:: Input material ::

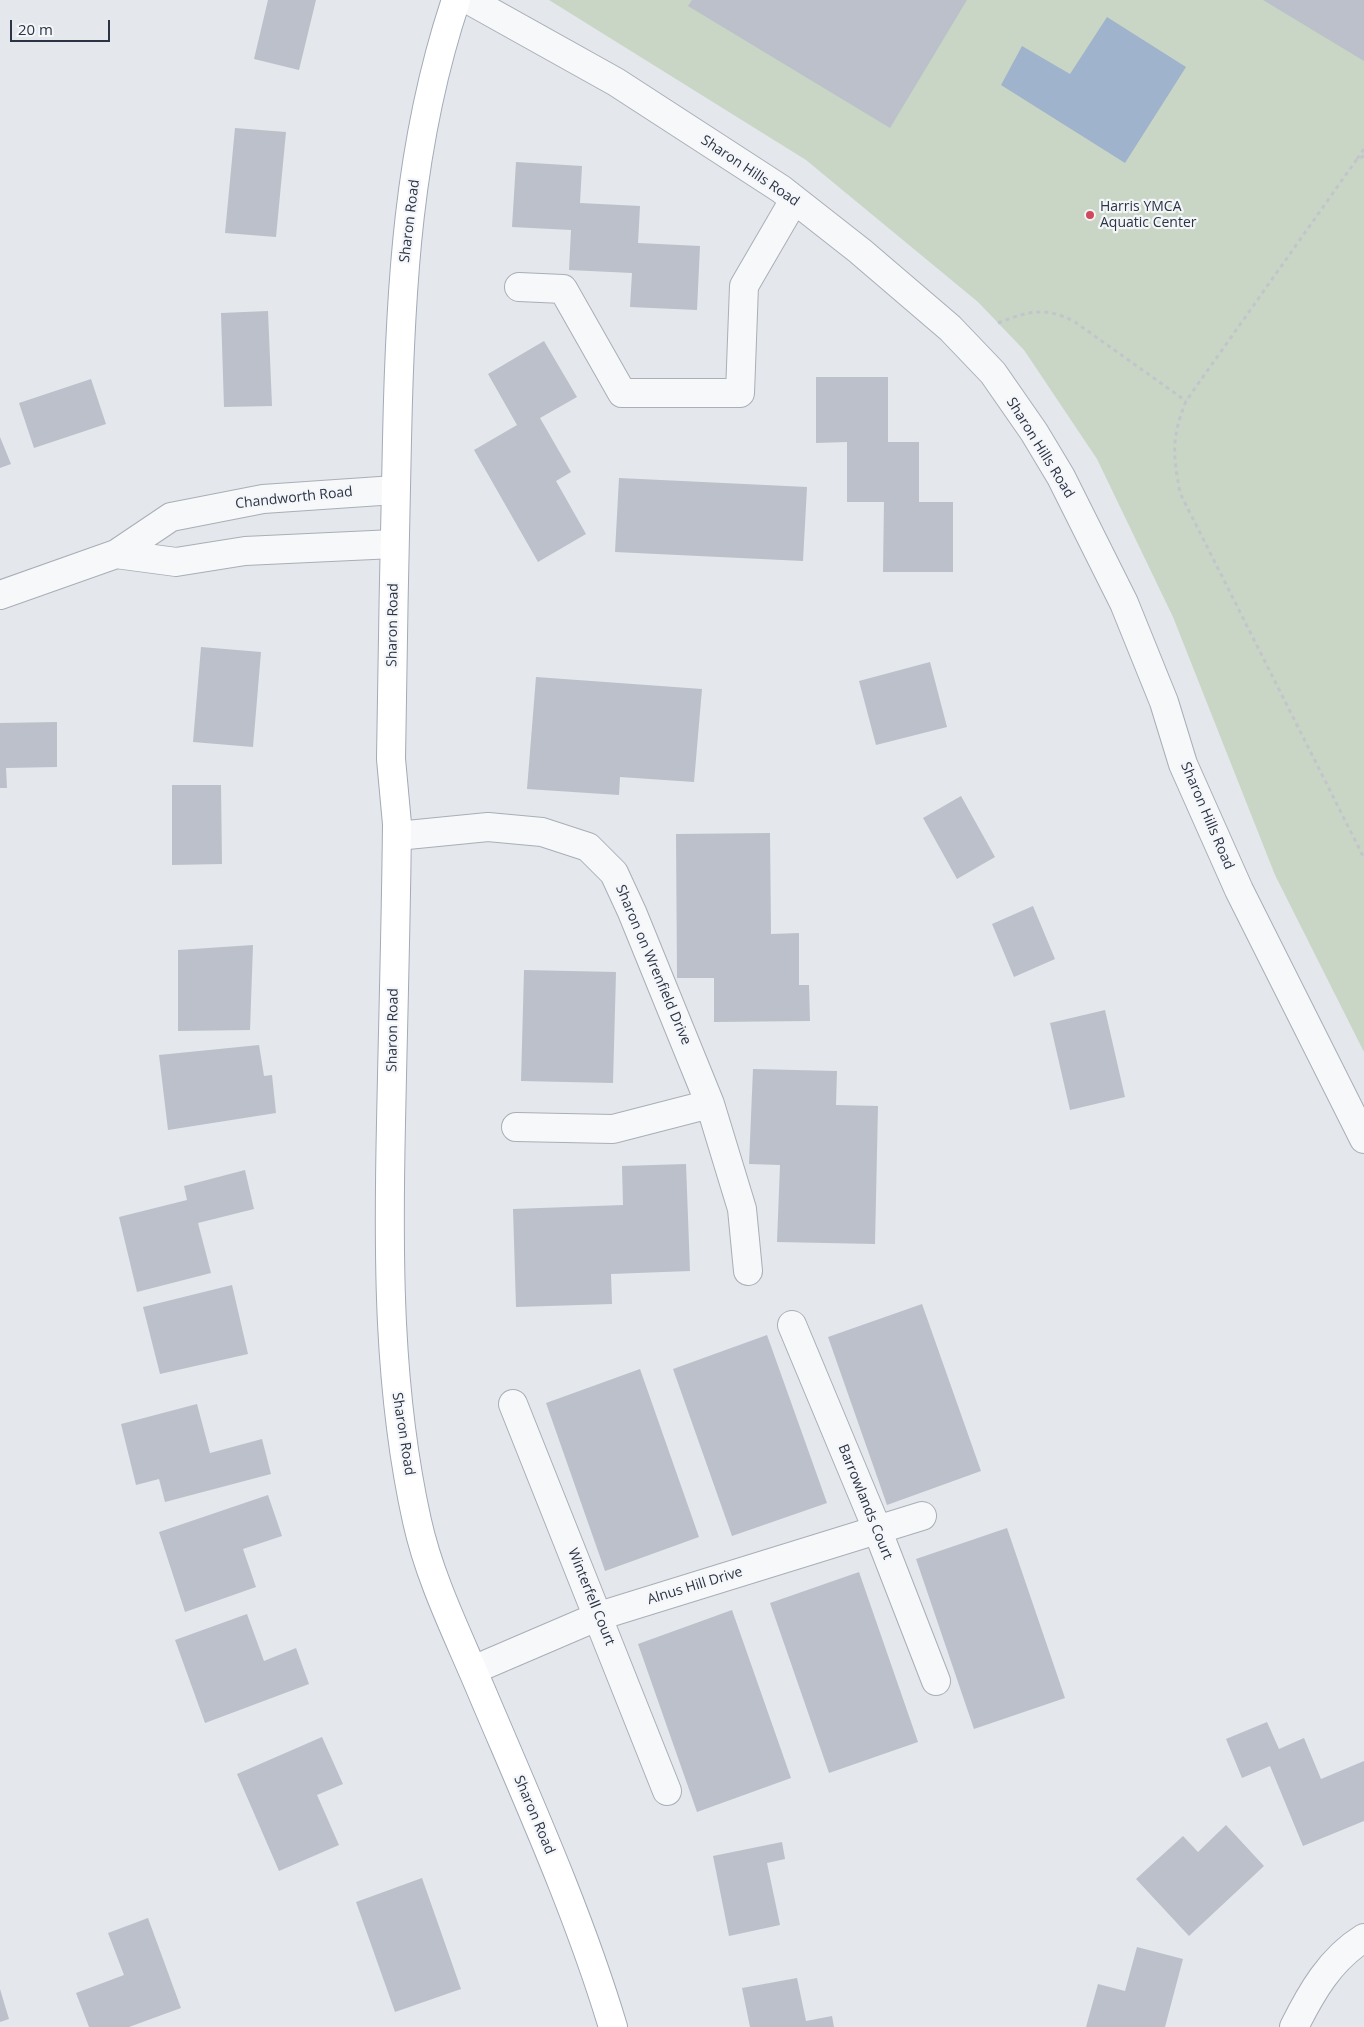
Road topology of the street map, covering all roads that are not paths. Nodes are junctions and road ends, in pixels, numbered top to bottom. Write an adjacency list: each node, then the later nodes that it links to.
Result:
1 (456, 0): 5 (main road, Sharon Road)
2 (469, 0): 3 (street, Sharon Hills Road)
3 (794, 200): 4 (street); 12 (street, Sharon Hills Road)
4 (519, 287)
5 (395, 490): 6 (main road, Sharon Road); 7 (street, Chandworth Road)
6 (394, 544): 7 (street, Chandworth Road); 9 (main road, Sharon Road)
7 (116, 554): 8 (street, Chandworth Road)
8 (0, 595)
9 (397, 836): 10 (street, Sharon on Wrenfield Drive); 19 (main road, Sharon Road)
10 (710, 1104): 11 (street); 13 (street, Sharon on Wrenfield Drive)
11 (516, 1127)
12 (1364, 1139)
13 (748, 1271)
14 (792, 1325): 17 (street, Barrowlands Court)
15 (513, 1404): 18 (street, Winterfell Court)
16 (922, 1516): 17 (street, Alnus Hill Drive)
17 (877, 1529): 18 (street, Alnus Hill Drive); 20 (street, Barrowlands Court)
18 (599, 1616): 19 (street, Alnus Hill Drive); 21 (street, Winterfell Court)
19 (473, 1670): 23 (main road, Sharon Road)
20 (936, 1681)
21 (667, 1791)
22 (1364, 1938): 24 (street)
23 (613, 2027)
24 (1294, 2027)

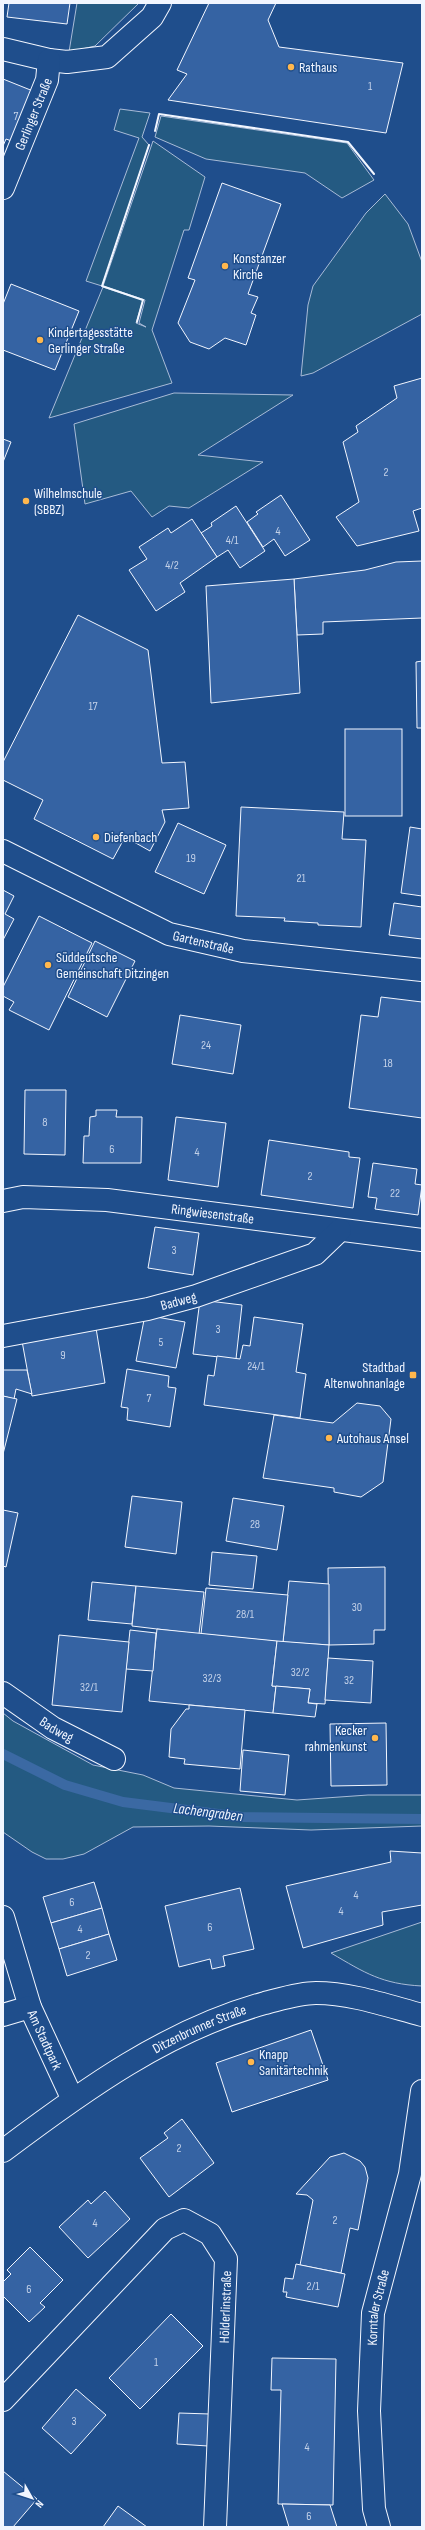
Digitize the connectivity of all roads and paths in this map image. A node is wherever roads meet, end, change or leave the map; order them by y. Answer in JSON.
{"nodes":[{"id":1,"x":156,"y":10,"type":"edge"},
{"id":2,"x":3,"y":49,"type":"edge"},
{"id":3,"x":49,"y":60,"type":"junction"},
{"id":4,"x":3,"y":188,"type":"edge"},
{"id":5,"x":3,"y":850,"type":"edge"},
{"id":6,"x":422,"y":970,"type":"edge"},
{"id":7,"x":3,"y":1201,"type":"edge"},
{"id":8,"x":340,"y":1230,"type":"junction"},
{"id":9,"x":422,"y":1240,"type":"edge"},
{"id":10,"x":3,"y":1336,"type":"edge"},
{"id":11,"x":3,"y":1693,"type":"edge"},
{"id":12,"x":114,"y":1760,"type":"dead end"},
{"id":13,"x":3,"y":1917,"type":"edge"},
{"id":14,"x":30,"y":2007,"type":"junction"},
{"id":15,"x":3,"y":2015,"type":"edge"},
{"id":16,"x":422,"y":2015,"type":"edge"},
{"id":17,"x":422,"y":2091,"type":"edge"},
{"id":18,"x":72,"y":2098,"type":"junction"},
{"id":19,"x":3,"y":2150,"type":"edge"},
{"id":20,"x":3,"y":2400,"type":"edge"},
{"id":21,"x":215,"y":2527,"type":"edge"},
{"id":22,"x":380,"y":2527,"type":"edge"}],
"edges":[{"from":1,"to":3,"type":"street","name":"Gerlinger Straße"},
{"from":2,"to":3,"type":"street","name":"Gerlinger Straße"},
{"from":3,"to":4,"type":"street","name":"Gerlinger Straße"},
{"from":5,"to":6,"type":"street","name":"Gartenstraße"},
{"from":7,"to":8,"type":"street","name":"Ringwiesenstraße"},
{"from":8,"to":9,"type":"street","name":"Ringwiesenstraße"},
{"from":8,"to":10,"type":"street","name":"Badweg"},
{"from":11,"to":12,"type":"street","name":"Badweg"},
{"from":13,"to":14,"type":"street"},
{"from":14,"to":15,"type":"street","name":"Am Stadtpark"},
{"from":14,"to":18,"type":"street","name":"Am Stadtpark"},
{"from":16,"to":18,"type":"street","name":"Ditzenbrunner Straße"},
{"from":17,"to":22,"type":"street","name":"Korntaler Straße"},
{"from":18,"to":19,"type":"street","name":"Ditzenbrunner Straße"},
{"from":20,"to":21,"type":"street","name":"Hölderlinstraße"}]}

:::

Exercise brief:
Work through the entries above and report the number of lines that include "Stadtpark", with nothing else.

Finished task:
2